:: REQUIRED ACTION ::
Your job is to return every line in the data holding the string "Aubrac".

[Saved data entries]
----
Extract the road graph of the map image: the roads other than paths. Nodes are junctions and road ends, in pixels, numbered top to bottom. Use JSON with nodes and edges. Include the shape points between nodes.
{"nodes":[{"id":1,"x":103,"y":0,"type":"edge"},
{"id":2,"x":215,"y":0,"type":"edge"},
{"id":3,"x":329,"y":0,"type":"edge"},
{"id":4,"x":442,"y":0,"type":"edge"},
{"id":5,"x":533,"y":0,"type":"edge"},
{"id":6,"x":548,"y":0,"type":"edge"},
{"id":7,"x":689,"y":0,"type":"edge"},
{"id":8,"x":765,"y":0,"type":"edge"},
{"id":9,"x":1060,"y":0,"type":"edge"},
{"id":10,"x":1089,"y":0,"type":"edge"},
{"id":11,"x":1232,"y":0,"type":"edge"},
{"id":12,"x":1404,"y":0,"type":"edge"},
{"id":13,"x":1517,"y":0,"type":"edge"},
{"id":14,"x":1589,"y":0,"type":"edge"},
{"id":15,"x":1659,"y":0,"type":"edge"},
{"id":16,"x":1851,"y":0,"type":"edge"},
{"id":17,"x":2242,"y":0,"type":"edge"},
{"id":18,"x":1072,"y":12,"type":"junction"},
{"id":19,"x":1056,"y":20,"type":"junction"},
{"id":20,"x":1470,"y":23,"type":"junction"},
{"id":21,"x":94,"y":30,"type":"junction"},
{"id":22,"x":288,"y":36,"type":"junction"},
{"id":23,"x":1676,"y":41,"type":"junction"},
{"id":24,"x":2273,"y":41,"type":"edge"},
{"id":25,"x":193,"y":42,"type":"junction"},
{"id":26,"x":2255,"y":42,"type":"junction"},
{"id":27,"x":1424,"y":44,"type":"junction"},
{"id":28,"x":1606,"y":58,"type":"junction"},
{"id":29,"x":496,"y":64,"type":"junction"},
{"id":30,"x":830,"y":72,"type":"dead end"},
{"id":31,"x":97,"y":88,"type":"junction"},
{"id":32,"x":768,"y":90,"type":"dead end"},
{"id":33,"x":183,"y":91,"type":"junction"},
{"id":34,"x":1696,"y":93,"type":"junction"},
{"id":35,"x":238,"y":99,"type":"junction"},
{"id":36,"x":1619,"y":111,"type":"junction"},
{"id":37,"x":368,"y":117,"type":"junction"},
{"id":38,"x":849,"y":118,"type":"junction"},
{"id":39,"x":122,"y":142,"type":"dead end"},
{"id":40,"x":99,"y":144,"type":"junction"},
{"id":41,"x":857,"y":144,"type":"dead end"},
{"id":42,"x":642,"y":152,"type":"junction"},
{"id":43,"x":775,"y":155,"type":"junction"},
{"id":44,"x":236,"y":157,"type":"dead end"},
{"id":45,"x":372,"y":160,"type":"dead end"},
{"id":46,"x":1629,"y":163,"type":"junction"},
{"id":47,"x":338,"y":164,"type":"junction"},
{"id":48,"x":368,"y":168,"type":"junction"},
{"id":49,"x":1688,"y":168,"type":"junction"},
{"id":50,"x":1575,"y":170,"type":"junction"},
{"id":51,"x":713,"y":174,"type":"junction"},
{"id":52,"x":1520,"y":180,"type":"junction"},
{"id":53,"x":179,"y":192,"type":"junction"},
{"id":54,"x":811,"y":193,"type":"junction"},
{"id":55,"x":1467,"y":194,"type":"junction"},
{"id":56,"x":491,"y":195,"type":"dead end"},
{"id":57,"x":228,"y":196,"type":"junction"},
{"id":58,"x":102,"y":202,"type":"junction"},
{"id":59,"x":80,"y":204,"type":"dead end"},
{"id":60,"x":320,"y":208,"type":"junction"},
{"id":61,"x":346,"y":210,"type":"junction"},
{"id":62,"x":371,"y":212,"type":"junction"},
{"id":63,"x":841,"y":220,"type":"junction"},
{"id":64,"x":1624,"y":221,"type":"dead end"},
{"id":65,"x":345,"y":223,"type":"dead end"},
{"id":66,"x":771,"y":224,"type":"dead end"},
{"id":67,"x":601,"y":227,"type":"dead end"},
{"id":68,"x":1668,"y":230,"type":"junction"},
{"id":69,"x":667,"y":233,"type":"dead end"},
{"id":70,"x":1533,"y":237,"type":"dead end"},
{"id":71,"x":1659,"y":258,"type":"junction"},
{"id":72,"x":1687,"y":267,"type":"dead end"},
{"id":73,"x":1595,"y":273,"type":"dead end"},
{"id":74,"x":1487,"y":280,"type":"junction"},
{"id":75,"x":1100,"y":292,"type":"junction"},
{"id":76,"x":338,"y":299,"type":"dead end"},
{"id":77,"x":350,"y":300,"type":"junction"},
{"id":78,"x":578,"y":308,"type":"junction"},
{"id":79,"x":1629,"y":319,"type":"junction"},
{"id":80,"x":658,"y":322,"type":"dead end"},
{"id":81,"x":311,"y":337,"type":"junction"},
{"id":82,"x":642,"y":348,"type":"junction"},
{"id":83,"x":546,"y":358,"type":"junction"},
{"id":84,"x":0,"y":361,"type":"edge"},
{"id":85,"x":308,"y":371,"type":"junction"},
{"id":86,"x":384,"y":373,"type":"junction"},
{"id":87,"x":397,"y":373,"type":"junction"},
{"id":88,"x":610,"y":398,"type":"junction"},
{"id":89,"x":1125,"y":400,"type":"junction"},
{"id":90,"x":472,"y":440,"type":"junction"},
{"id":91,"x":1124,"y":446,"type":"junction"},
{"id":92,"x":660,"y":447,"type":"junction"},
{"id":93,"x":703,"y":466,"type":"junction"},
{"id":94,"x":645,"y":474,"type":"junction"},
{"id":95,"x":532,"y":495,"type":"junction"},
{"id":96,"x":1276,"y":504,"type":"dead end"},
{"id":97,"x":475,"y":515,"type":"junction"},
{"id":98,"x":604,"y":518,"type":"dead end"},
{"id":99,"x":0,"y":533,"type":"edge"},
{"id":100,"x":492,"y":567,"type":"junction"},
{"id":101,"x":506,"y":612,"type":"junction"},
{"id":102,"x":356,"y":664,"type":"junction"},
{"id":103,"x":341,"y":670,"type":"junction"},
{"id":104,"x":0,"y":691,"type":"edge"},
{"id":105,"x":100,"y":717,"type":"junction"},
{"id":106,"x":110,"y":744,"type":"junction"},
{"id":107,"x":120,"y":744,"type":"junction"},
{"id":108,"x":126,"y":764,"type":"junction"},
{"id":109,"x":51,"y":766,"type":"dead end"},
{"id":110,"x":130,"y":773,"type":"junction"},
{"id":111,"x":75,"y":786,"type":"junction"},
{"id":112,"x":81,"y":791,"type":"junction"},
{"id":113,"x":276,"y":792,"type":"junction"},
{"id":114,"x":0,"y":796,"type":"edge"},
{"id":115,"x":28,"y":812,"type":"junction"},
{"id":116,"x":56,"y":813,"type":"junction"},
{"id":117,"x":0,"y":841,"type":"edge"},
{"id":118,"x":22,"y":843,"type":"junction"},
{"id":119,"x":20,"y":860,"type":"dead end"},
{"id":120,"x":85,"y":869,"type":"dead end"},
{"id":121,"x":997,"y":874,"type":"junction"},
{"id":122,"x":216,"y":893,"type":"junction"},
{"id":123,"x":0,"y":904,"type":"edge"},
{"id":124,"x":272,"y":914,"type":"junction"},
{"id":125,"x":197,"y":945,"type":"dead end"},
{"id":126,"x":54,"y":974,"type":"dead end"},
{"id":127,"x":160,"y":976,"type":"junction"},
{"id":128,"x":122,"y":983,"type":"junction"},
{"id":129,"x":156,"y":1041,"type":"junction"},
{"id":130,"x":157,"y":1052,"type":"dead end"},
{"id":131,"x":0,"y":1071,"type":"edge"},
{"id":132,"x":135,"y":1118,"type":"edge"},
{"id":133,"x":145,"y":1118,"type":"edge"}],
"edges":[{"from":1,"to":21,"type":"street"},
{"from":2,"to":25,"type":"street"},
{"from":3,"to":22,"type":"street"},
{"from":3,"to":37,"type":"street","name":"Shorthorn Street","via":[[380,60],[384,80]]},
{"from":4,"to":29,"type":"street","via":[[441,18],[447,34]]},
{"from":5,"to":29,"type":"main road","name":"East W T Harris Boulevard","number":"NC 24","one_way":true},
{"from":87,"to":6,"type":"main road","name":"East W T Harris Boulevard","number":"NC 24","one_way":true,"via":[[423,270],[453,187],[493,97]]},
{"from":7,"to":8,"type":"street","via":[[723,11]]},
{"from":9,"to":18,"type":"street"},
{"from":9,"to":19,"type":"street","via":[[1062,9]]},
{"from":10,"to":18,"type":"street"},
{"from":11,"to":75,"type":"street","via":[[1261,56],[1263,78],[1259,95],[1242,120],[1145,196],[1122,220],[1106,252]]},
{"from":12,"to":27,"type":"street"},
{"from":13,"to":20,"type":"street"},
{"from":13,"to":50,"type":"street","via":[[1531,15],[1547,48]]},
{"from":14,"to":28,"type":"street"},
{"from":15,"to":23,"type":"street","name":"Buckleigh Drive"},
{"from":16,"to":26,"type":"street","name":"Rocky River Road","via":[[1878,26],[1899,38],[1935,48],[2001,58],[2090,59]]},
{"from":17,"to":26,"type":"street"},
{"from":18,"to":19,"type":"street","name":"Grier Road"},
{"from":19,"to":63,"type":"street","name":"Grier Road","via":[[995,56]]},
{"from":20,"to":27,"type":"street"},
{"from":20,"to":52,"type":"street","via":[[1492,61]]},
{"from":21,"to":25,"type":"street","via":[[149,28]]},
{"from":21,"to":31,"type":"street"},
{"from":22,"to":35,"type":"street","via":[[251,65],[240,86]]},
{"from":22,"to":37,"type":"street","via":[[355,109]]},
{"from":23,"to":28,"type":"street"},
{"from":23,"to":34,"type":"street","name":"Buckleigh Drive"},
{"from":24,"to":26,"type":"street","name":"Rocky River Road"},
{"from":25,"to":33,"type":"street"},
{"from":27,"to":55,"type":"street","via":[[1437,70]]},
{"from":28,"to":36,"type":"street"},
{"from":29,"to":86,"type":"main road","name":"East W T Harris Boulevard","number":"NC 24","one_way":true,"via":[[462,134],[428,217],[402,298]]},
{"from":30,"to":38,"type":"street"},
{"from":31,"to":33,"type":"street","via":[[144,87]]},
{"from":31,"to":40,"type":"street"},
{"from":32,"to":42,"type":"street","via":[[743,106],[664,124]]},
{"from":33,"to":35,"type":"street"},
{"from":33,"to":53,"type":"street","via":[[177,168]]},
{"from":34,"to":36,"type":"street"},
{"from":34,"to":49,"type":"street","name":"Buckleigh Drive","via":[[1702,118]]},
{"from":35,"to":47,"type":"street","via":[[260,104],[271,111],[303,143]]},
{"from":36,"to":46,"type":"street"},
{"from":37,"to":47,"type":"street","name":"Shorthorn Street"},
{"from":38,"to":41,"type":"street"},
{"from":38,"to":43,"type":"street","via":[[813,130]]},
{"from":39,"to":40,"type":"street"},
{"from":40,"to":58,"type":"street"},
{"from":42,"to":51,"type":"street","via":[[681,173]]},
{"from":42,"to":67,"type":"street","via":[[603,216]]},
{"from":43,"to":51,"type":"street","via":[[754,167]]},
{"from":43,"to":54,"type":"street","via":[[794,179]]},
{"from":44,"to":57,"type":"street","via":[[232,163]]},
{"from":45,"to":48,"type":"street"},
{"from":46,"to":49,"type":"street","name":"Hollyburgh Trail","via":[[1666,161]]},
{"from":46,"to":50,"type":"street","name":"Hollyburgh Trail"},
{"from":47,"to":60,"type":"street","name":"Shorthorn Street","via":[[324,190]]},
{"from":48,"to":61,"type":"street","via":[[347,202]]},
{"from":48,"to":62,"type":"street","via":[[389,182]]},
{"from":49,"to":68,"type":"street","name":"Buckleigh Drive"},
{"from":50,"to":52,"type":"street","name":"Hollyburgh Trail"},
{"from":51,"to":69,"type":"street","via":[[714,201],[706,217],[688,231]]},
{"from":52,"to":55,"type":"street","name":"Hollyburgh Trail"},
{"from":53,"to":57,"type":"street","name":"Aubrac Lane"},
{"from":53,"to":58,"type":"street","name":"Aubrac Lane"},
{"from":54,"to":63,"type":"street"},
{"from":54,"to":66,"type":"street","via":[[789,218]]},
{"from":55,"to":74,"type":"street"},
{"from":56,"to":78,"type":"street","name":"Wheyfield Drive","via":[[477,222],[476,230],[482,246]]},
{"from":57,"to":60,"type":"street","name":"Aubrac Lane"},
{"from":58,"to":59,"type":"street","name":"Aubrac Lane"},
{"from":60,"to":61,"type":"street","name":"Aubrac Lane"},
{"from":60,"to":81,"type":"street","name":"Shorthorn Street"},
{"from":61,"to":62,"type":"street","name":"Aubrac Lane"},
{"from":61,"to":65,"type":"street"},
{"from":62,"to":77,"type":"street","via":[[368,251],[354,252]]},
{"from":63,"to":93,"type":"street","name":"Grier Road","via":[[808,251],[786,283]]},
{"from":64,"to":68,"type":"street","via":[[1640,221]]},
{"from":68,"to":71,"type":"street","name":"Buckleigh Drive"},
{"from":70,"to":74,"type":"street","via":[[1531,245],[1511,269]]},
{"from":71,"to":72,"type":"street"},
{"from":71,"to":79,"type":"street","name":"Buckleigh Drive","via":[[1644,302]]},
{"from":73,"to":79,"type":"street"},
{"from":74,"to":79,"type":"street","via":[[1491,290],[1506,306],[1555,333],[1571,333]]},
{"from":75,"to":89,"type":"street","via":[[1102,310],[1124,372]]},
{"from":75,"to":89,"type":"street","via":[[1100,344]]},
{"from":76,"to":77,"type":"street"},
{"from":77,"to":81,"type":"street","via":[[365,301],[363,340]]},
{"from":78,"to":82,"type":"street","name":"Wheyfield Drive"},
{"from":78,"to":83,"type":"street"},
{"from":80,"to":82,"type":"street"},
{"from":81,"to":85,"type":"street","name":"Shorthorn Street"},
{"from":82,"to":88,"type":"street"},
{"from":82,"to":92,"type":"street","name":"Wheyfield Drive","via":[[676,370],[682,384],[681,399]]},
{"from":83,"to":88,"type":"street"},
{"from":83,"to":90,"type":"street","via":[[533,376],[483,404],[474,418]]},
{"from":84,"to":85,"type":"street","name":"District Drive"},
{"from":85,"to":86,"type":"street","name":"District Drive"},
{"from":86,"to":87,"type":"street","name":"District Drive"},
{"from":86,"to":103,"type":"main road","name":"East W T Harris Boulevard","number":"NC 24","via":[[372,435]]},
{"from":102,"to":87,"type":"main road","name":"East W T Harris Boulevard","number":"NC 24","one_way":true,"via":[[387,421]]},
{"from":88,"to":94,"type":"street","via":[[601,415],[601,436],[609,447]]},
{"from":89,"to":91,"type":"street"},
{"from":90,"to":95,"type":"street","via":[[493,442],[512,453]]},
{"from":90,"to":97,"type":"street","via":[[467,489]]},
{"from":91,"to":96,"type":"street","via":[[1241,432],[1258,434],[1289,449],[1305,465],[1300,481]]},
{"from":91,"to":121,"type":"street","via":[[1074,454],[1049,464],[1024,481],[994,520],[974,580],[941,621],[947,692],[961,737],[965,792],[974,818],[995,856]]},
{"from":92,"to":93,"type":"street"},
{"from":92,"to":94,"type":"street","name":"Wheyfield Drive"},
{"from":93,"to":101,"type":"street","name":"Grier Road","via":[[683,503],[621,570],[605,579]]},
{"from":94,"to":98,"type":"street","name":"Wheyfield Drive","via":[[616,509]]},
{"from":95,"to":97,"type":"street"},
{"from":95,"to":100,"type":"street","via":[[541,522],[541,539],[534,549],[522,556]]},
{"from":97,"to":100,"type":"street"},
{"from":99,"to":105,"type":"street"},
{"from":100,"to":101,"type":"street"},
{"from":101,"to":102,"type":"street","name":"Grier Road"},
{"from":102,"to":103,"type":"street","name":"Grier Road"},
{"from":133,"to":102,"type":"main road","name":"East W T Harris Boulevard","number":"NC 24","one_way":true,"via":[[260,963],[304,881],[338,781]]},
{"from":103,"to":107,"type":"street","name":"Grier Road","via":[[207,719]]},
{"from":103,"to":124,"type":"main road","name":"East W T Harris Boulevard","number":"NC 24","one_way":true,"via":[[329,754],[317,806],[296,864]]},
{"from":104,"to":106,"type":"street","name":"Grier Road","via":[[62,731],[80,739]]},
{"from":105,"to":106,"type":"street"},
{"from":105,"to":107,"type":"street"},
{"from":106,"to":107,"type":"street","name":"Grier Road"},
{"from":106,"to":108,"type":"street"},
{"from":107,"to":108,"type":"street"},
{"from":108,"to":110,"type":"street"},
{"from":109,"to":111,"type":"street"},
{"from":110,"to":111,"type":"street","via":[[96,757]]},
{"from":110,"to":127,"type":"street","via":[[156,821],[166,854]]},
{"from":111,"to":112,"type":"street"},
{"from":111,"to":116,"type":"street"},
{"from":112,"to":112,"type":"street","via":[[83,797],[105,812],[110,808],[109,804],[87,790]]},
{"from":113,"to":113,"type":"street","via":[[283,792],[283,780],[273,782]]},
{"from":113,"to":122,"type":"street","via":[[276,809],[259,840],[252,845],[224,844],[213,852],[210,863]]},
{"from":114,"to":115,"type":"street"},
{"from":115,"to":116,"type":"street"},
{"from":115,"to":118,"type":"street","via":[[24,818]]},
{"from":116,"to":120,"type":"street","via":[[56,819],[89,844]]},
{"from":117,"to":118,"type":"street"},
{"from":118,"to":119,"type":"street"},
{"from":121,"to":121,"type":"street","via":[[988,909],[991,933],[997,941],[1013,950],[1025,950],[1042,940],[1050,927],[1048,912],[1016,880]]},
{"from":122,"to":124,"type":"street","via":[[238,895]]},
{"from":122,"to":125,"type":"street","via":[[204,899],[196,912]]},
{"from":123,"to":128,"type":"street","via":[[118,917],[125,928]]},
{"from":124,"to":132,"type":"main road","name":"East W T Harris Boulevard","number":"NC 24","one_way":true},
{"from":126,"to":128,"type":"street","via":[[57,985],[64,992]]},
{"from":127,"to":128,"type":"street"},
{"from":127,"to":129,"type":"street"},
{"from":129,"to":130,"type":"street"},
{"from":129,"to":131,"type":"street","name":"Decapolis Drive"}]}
----
:: ANSWER SPACE ::
{"from":53,"to":57,"type":"street","name":"Aubrac Lane"},
{"from":53,"to":58,"type":"street","name":"Aubrac Lane"},
{"from":57,"to":60,"type":"street","name":"Aubrac Lane"},
{"from":58,"to":59,"type":"street","name":"Aubrac Lane"},
{"from":60,"to":61,"type":"street","name":"Aubrac Lane"},
{"from":61,"to":62,"type":"street","name":"Aubrac Lane"},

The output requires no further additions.